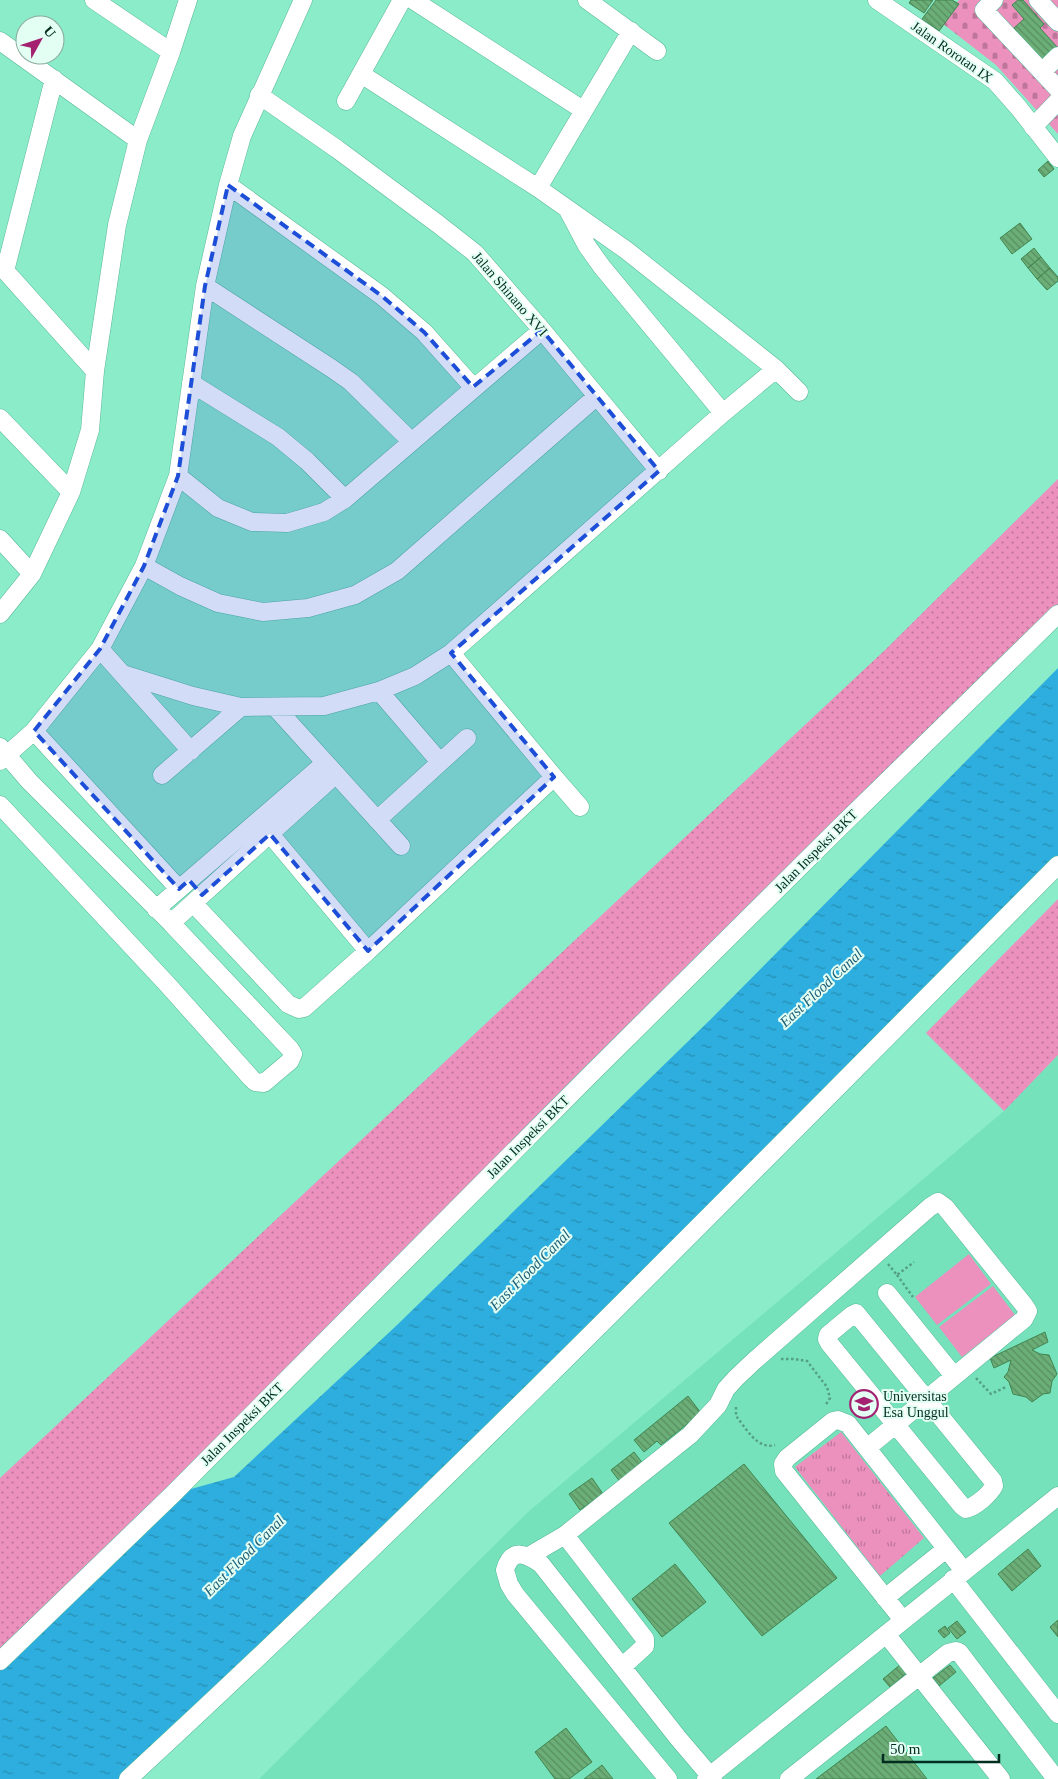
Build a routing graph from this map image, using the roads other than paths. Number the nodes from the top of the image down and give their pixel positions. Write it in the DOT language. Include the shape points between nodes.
graph roads {
  1 [pos="94,0"];
  2 [pos="188,0"];
  3 [pos="303,0"];
  4 [pos="402,0"];
  5 [pos="413,0"];
  6 [pos="587,0"];
  7 [pos="877,0"];
  8 [pos="994,0"];
  9 [pos="1038,0"];
  10 [pos="896,5"];
  11 [pos="1058,22"];
  12 [pos="631,31"];
  13 [pos="0,41"];
  14 [pos="657,51"];
  15 [pos="171,52"];
  16 [pos="1058,56"];
  17 [pos="1042,72"];
  18 [pos="361,74"];
  19 [pos="54,79"];
  20 [pos="1058,89"];
  21 [pos="259,95"];
  22 [pos="346,101"];
  23 [pos="1058,101"];
  24 [pos="583,110"];
  25 [pos="1033,127"];
  26 [pos="138,140"];
  27 [pos="1058,158"];
  28 [pos="228,185"];
  29 [pos="538,188"];
  30 [pos="568,209"];
  31 [pos="2,268"];
  32 [pos="205,286"];
  33 [pos="542,330"];
  34 [pos="776,369"];
  35 [pos="95,371"];
  36 [pos="191,383"];
  37 [pos="473,387"];
  38 [pos="799,392"];
  39 [pos="597,396"];
  40 [pos="723,413"];
  41 [pos="0,418"];
  42 [pos="411,440"];
  43 [pos="659,471"];
  44 [pos="178,476"];
  45 [pos="71,492"];
  46 [pos="345,498"];
  47 [pos="0,539"];
  48 [pos="144,566"];
  49 [pos="32,574"];
  50 [pos="0,614"];
  51 [pos="1058,614"];
  52 [pos="100,649"];
  53 [pos="451,653"];
  54 [pos="123,674"];
  55 [pos="379,691"];
  56 [pos="241,707"];
  57 [pos="276,707"];
  58 [pos="34,731"];
  59 [pos="467,738"];
  60 [pos="191,751"];
  61 [pos="2,754"];
  62 [pos="440,762"];
  63 [pos="331,769"];
  64 [pos="162,775"];
  65 [pos="554,777"];
  66 [pos="0,805"];
  67 [pos="580,806"];
  68 [pos="377,820"];
  69 [pos="270,834"];
  70 [pos="401,846"];
  71 [pos="1058,865"];
  72 [pos="184,885"];
  73 [pos="198,899"];
  74 [pos="156,909"];
  75 [pos="171,924"];
  76 [pos="368,951"];
  77 [pos="887,1293"];
  78 [pos="960,1371"];
  79 [pos="926,1400"];
  80 [pos="895,1426"];
  81 [pos="868,1448"];
  82 [pos="1058,1496"];
  83 [pos="564,1536"];
  84 [pos="943,1545"];
  85 [pos="529,1556"];
  86 [pos="958,1575"];
  87 [pos="882,1594"];
  88 [pos="903,1620"];
  89 [pos="886,1634"];
  90 [pos="0,1660"];
  91 [pos="622,1667"];
  92 [pos="920,1676"];
  93 [pos="1058,1714"];
  94 [pos="710,1778"];
  95 [pos="128,1779"];
  96 [pos="668,1779"];
  97 [pos="789,1779"];
  98 [pos="1001,1779"];
  99 [pos="1056,1779"];
  1 -- 15 [label="street"];
  2 -- 15 [label="street"];
  3 -- 21 [label="street"];
  4 -- 18 [label="street"];
  5 -- 24 [label="street"];
  6 -- 12 [label="street"];
  7 -- 10 [label="street, Jalan Rorotan IX"];
  8 -- 17 [label="street" via="984,10"];
  9 -- 11 [label="street"];
  10 -- 25 [label="street, Jalan Rorotan IX" via="995,81"];
  12 -- 14 [label="street"];
  12 -- 24 [label="street"];
  13 -- 19 [label="street"];
  15 -- 26 [label="street"];
  16 -- 17 [label="street"];
  17 -- 20 [label="street"];
  18 -- 22 [label="street"];
  18 -- 29 [label="street"];
  19 -- 26 [label="street"];
  19 -- 31 [label="street"];
  21 -- 28 [label="street" via="242,136"];
  21 -- 33 [label="street, Jalan Shinano XVI" via="475,253"];
  23 -- 25 [label="street"];
  24 -- 29 [label="street"];
  25 -- 27 [label="street, Jalan Rorotan IX"];
  26 -- 35 [label="street" via="117,224"];
  28 -- 32 [label="street"];
  28 -- 37 [label="street" via="382,296 424,332"];
  29 -- 30 [label="street"];
  30 -- 34 [label="street" via="626,250"];
  30 -- 40 [label="street" via="602,267"];
  31 -- 35 [label="street"];
  32 -- 36 [label="street"];
  32 -- 42 [label="street" via="351,382"];
  33 -- 37 [label="street"];
  33 -- 39 [label="street, Jalan Shinano XVI"];
  34 -- 38 [label="street"];
  34 -- 40 [label="street"];
  35 -- 45 [label="street" via="90,430"];
  36 -- 44 [label="street"];
  36 -- 46 [label="street" via="278,437"];
  37 -- 42 [label="street"];
  39 -- 43 [label="street, Jalan Shinano XVI"];
  39 -- 48 [label="street" via="397,571 355,595 308,608 263,612 218,603"];
  40 -- 43 [label="street"];
  41 -- 45 [label="street"];
  42 -- 46 [label="street"];
  43 -- 53 [label="street"];
  44 -- 46 [label="street" via="218,508 252,522 287,523 324,512"];
  44 -- 48 [label="street"];
  45 -- 49 [label="street"];
  47 -- 49 [label="street"];
  48 -- 52 [label="street"];
  49 -- 50 [label="street"];
  51 -- 90 [label="street, Jalan Inspeksi BKT" via="603,1062 180,1486"];
  52 -- 54 [label="street"];
  52 -- 58 [label="street"];
  53 -- 55 [label="street" via="415,676"];
  53 -- 65 [label="street"];
  54 -- 56 [label="street" via="192,696"];
  54 -- 60 [label="street"];
  55 -- 57 [label="street" via="324,706"];
  55 -- 62 [label="street"];
  56 -- 57 [label="street"];
  56 -- 60 [label="street"];
  57 -- 63 [label="street"];
  58 -- 61 [label="street"];
  58 -- 72 [label="street"];
  59 -- 62 [label="street"];
  60 -- 64 [label="street"];
  61 -- 74 [label="street"];
  62 -- 68 [label="street"];
  63 -- 68 [label="street"];
  63 -- 69 [label="street"];
  63 -- 72 [label="street"];
  65 -- 67 [label="street"];
  65 -- 76 [label="street"];
  66 -- 75 [label="street" via="251,1078 260,1083 268,1081 290,1061 292,1051"];
  68 -- 70 [label="street"];
  69 -- 73 [label="street"];
  69 -- 76 [label="street"];
  71 -- 95 [label="street" via="378,1544"];
  72 -- 73 [label="street"];
  72 -- 74 [label="street"];
  73 -- 75 [label="street"];
  73 -- 76 [label="street" via="288,1004 299,1009 309,1004"];
  74 -- 75 [label="street"];
  77 -- 78 [label="street"];
  78 -- 79 [label="street"];
  78 -- 83 [label="street" via="1024,1319 1028,1311 938,1202 754,1361 726,1389 718,1405 690,1435"];
  79 -- 80 [label="street"];
  79 -- 80 [label="street" via="993,1481 991,1490 971,1508 962,1506"];
  79 -- 80 [label="street" via="856,1313 828,1335 827,1339"];
  80 -- 81 [label="street"];
  81 -- 84 [label="street"];
  81 -- 87 [label="street" via="848,1424 838,1420 783,1464 784,1471"];
  82 -- 86 [label="street"];
  83 -- 85 [label="street"];
  83 -- 91 [label="street" via="645,1639 645,1646"];
  84 -- 86 [label="street"];
  84 -- 87 [label="street"];
  85 -- 91 [label="street" via="541,1564"];
  85 -- 96 [label="street" via="515,1556 506,1565 506,1575 515,1594"];
  86 -- 88 [label="street"];
  86 -- 93 [label="street"];
  87 -- 88 [label="street"];
  88 -- 89 [label="street"];
  89 -- 92 [label="street"];
  89 -- 94 [label="street"];
  91 -- 94 [label="street"];
  92 -- 97 [label="street"];
  92 -- 98 [label="street"];
  92 -- 99 [label="street" via="948,1653 959,1652"];
}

• [What you are asked to do]: Every line of the listing above that includes "Shinano" should be copied out.

• [Output]:
  21 -- 33 [label="street, Jalan Shinano XVI" via="475,253"];
  33 -- 39 [label="street, Jalan Shinano XVI"];
  39 -- 43 [label="street, Jalan Shinano XVI"];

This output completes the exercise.